The data section start

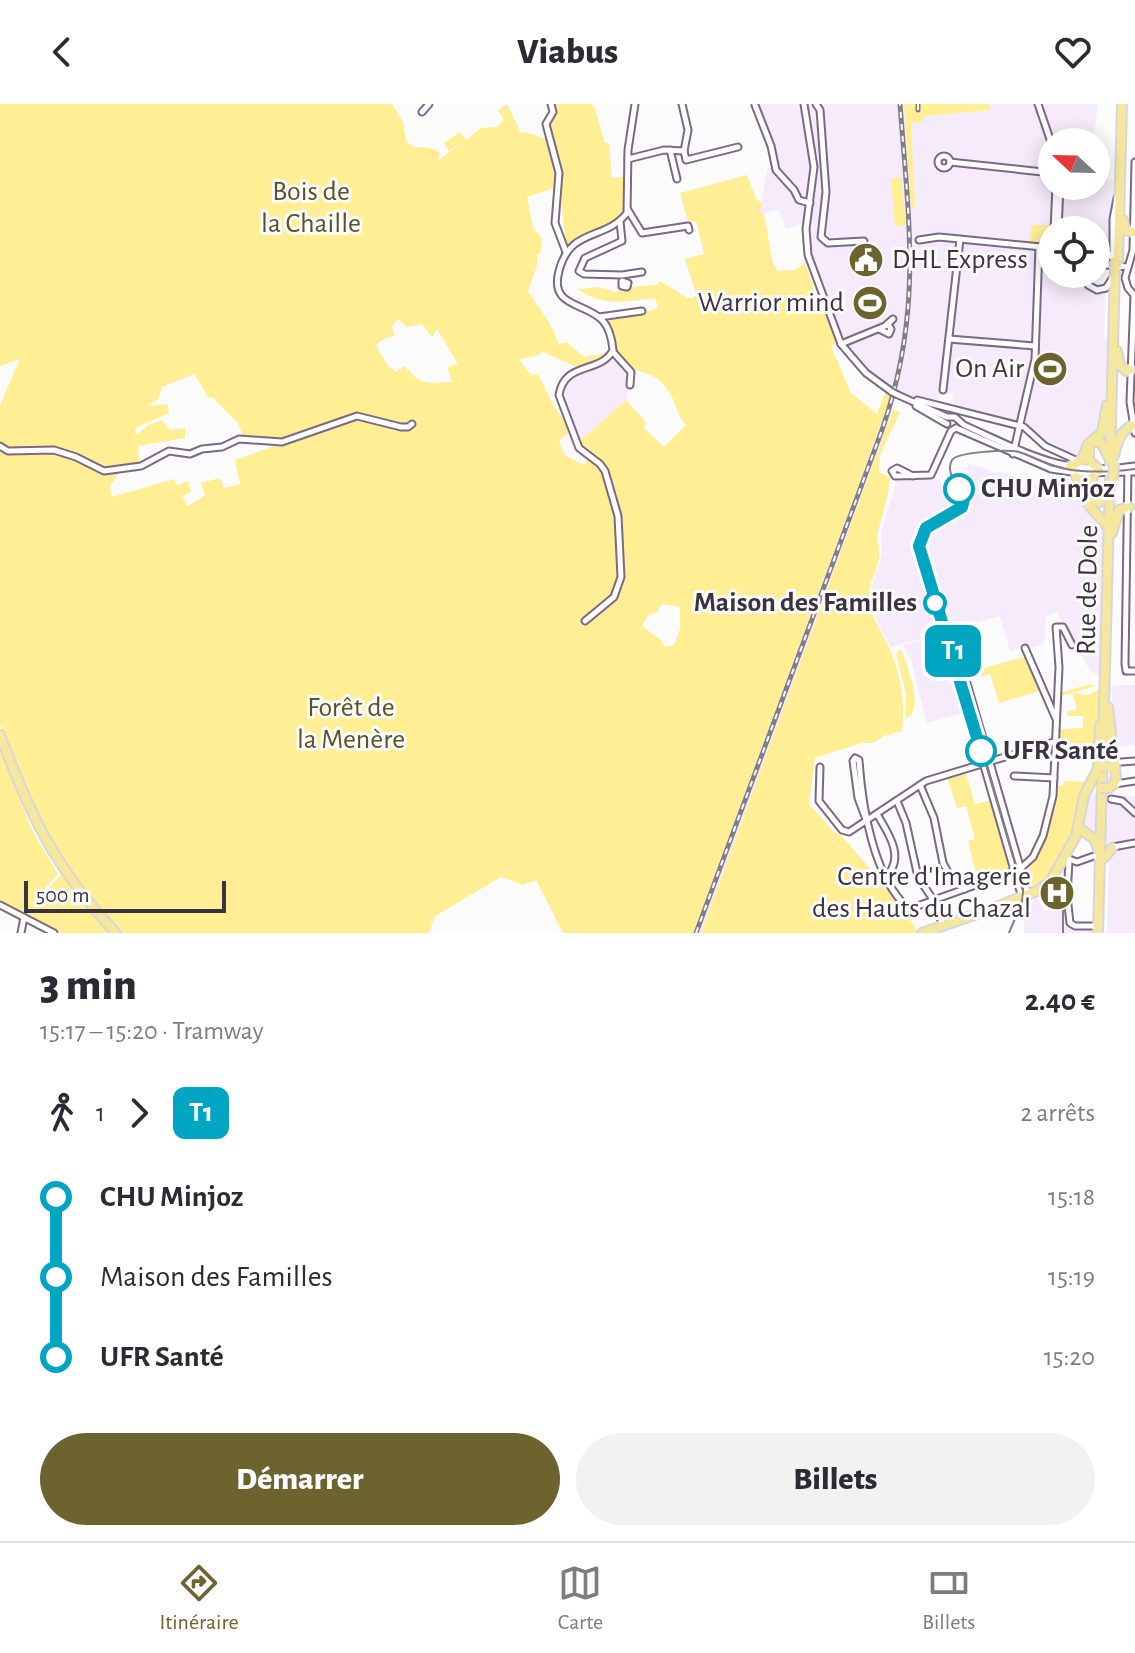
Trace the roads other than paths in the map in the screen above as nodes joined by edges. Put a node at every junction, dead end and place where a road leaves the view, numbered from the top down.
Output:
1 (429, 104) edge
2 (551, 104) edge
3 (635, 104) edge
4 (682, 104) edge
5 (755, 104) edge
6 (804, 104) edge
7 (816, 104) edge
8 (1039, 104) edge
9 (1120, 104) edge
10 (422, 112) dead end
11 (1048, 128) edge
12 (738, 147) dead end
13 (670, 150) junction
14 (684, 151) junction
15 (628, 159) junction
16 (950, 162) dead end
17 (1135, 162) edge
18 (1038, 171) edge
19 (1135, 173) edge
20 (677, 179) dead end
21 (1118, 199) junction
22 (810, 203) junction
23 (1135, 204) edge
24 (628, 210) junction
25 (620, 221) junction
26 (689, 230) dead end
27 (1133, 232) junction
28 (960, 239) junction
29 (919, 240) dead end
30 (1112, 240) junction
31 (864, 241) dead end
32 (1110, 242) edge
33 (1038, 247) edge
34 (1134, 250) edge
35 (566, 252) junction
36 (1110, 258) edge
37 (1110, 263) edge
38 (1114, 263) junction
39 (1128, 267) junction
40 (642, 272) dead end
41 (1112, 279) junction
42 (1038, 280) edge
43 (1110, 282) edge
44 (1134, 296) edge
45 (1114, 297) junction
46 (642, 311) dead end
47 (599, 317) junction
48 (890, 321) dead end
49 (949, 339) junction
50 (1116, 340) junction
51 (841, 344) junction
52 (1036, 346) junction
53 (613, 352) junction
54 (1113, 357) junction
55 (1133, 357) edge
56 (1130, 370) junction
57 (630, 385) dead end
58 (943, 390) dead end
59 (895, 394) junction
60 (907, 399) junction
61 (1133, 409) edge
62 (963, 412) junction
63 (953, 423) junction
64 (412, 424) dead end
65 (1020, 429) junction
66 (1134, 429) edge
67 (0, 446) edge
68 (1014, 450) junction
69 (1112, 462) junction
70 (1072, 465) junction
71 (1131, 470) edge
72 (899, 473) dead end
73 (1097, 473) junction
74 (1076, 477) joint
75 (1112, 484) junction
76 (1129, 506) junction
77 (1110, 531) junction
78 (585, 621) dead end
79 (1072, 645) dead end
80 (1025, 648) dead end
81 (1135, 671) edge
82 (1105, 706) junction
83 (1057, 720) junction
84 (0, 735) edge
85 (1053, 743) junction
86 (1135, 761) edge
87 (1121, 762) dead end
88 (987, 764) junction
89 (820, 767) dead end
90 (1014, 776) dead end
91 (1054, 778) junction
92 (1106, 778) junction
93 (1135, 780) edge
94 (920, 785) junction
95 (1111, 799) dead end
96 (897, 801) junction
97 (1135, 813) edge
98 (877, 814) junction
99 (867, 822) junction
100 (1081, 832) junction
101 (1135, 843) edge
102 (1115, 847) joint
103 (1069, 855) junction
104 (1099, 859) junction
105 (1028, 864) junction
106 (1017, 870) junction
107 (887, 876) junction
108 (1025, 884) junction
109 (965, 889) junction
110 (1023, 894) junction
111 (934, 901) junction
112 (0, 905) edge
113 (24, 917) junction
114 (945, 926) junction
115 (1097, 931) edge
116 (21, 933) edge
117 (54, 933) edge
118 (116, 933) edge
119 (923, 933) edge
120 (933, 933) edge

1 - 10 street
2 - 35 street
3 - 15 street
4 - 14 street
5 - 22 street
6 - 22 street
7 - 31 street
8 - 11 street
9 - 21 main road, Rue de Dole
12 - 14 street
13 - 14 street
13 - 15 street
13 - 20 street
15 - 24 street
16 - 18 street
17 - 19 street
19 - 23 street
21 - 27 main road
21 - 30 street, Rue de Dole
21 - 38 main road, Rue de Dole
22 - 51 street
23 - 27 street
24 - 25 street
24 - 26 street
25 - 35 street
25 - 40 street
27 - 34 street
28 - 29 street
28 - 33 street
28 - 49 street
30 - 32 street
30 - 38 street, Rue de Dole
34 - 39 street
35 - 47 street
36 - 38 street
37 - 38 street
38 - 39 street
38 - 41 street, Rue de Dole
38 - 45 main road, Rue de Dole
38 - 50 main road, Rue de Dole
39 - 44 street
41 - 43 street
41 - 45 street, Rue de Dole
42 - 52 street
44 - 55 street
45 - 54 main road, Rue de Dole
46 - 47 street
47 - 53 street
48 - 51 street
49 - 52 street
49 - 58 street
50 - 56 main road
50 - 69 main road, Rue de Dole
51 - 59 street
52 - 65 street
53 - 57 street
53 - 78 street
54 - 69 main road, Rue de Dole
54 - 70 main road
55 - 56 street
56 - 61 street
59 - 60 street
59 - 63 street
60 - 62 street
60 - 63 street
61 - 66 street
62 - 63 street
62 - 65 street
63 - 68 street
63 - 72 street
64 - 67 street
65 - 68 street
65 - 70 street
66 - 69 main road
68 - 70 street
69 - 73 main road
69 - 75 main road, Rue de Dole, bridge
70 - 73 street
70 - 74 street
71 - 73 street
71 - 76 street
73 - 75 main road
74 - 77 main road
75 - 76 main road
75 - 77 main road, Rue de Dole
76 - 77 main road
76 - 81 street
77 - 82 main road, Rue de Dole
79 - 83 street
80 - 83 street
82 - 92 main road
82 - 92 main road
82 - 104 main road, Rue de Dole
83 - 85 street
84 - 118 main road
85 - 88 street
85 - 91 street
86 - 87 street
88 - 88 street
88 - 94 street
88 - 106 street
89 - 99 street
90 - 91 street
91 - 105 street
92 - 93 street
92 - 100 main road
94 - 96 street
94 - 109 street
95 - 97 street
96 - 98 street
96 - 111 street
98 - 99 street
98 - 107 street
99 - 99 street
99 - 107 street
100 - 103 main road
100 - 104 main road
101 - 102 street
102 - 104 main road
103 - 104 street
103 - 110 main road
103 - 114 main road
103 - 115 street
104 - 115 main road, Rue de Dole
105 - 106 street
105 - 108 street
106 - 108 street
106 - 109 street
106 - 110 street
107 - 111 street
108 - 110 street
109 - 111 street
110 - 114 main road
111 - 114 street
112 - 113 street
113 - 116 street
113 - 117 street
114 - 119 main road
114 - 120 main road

The data section end
The data section start

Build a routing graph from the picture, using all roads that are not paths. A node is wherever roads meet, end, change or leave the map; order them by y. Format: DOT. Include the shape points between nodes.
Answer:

The data section end
The data section start

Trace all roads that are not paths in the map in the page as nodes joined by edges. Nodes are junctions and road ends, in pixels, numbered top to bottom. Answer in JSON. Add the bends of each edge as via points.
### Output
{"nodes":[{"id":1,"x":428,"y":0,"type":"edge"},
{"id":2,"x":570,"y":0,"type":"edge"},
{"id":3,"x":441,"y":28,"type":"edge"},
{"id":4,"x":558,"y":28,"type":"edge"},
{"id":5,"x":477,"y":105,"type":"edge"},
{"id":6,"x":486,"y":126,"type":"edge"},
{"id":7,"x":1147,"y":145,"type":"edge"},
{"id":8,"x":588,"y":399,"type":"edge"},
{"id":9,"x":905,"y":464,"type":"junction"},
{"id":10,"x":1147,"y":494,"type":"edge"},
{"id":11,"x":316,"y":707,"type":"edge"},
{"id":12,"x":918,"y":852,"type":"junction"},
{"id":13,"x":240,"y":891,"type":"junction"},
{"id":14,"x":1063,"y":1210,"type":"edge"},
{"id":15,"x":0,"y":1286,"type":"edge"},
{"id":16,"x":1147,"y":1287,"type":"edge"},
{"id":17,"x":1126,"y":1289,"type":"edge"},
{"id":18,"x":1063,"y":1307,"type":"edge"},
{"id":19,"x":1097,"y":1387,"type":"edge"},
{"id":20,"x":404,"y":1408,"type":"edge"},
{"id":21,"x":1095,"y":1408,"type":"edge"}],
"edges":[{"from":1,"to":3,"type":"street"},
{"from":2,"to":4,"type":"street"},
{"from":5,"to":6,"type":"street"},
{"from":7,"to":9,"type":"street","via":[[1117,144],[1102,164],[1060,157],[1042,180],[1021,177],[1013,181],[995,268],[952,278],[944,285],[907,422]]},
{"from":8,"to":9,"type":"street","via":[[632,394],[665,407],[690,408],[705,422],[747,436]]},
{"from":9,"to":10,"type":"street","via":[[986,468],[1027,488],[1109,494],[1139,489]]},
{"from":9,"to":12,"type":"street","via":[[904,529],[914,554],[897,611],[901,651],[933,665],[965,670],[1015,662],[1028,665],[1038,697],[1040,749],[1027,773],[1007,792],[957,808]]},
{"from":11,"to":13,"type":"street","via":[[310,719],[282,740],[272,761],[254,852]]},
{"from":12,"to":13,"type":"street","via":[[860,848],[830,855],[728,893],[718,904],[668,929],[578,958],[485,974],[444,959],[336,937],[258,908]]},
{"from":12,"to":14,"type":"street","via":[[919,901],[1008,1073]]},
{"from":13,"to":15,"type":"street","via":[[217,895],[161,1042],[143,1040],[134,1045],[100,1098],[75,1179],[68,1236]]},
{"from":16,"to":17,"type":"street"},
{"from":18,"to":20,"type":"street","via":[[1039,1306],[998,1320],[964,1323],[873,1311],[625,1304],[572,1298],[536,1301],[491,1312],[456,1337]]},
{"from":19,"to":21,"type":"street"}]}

The data section end

▸ **Exercise directions**
Within the lines above, find those holding the word "points" and copy them.

▸ **Written response**
Build a routing graph from the picture, using all roads that are not paths. A node is wherever roads meet, end, change or leave the map; order them by y. Format: DOT. Include the shape points between nodes.
Trace all roads that are not paths in the map in the page as nodes joined by edges. Nodes are junctions and road ends, in pixels, numbered top to bottom. Answer in JSON. Add the bends of each edge as via points.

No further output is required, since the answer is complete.